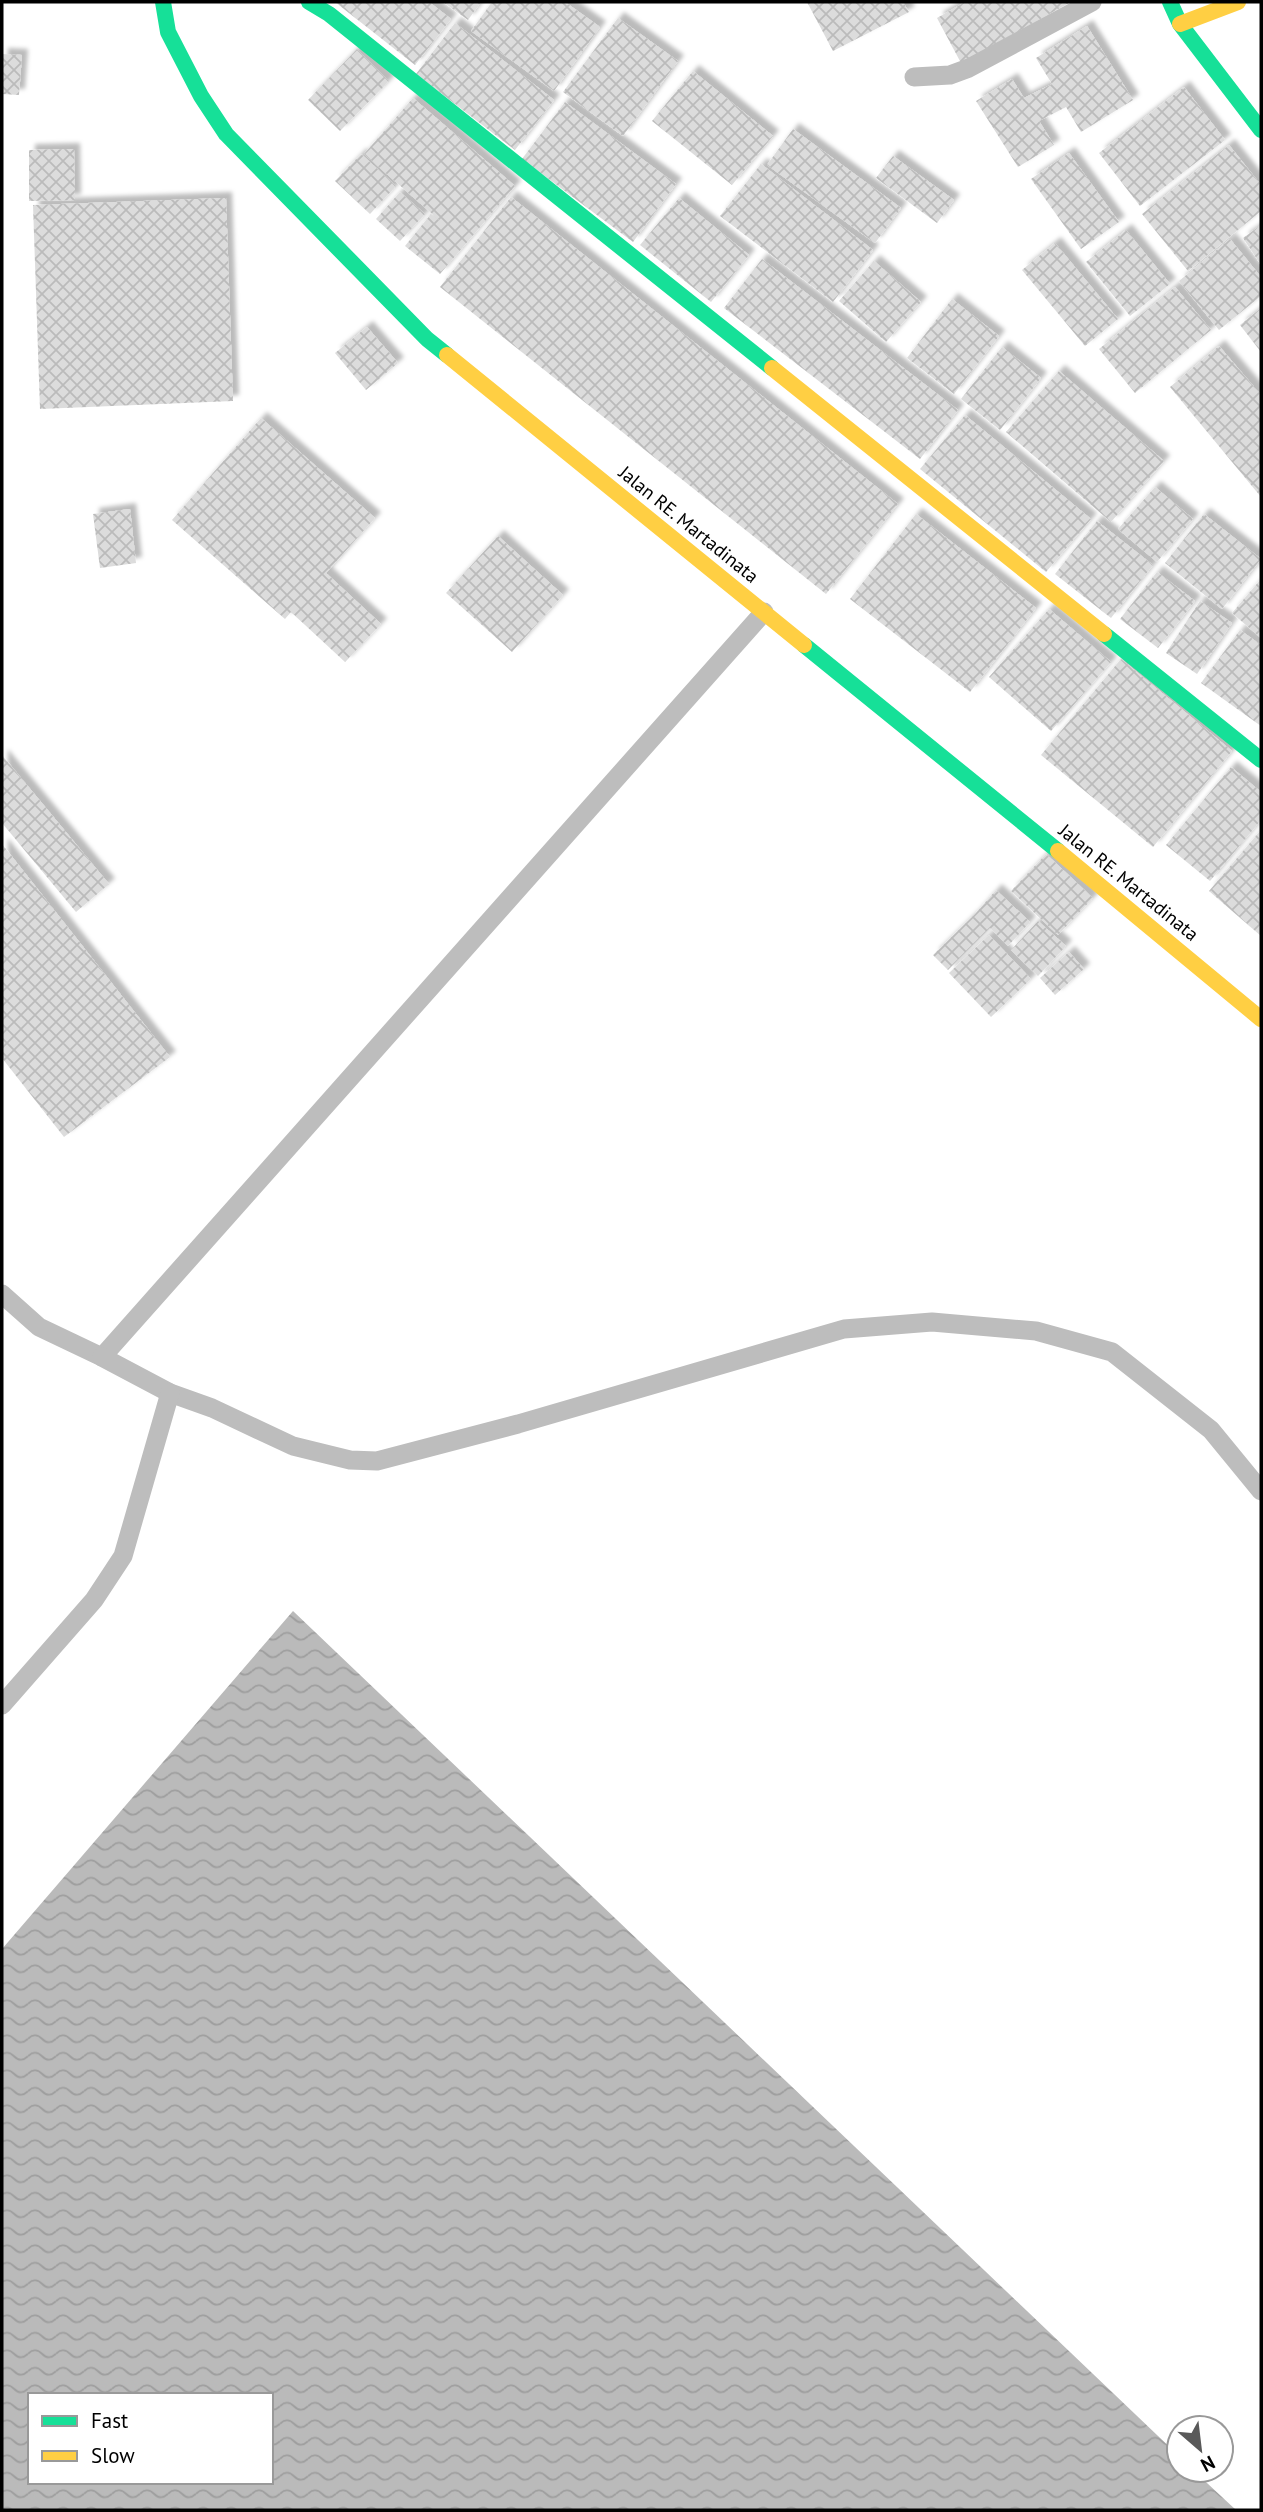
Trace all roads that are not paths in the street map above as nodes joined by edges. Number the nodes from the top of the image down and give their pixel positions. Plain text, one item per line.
1 (163, 2) edge
2 (309, 2) edge
3 (1092, 2) edge
4 (1170, 2) edge
5 (1238, 2) edge
6 (1180, 24) junction
7 (914, 77) dead end
8 (1261, 130) edge
9 (765, 612) junction
10 (1261, 760) edge
11 (1261, 1019) edge
12 (2, 1293) edge
13 (102, 1357) junction
14 (170, 1393) junction
15 (1261, 1491) edge
16 (2, 1705) edge

1 - 9 main road, Jalan RE. Martadinata
2 - 10 main road
3 - 7 lane
4 - 6 main road
5 - 6 main road
6 - 8 main road
9 - 11 main road, Jalan RE. Martadinata
9 - 13 lane
12 - 13 lane
13 - 14 lane
14 - 15 lane
14 - 16 lane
····················
Would you output all of the entries above exactly, keeping the pictures out?

Your response:
Trace all roads that are not paths in the street map above as nodes joined by edges. Number the nodes from the top of the image down and give their pixel positions. Plain text, one item per line.
1 (163, 2) edge
2 (309, 2) edge
3 (1092, 2) edge
4 (1170, 2) edge
5 (1238, 2) edge
6 (1180, 24) junction
7 (914, 77) dead end
8 (1261, 130) edge
9 (765, 612) junction
10 (1261, 760) edge
11 (1261, 1019) edge
12 (2, 1293) edge
13 (102, 1357) junction
14 (170, 1393) junction
15 (1261, 1491) edge
16 (2, 1705) edge

1 - 9 main road, Jalan RE. Martadinata
2 - 10 main road
3 - 7 lane
4 - 6 main road
5 - 6 main road
6 - 8 main road
9 - 11 main road, Jalan RE. Martadinata
9 - 13 lane
12 - 13 lane
13 - 14 lane
14 - 15 lane
14 - 16 lane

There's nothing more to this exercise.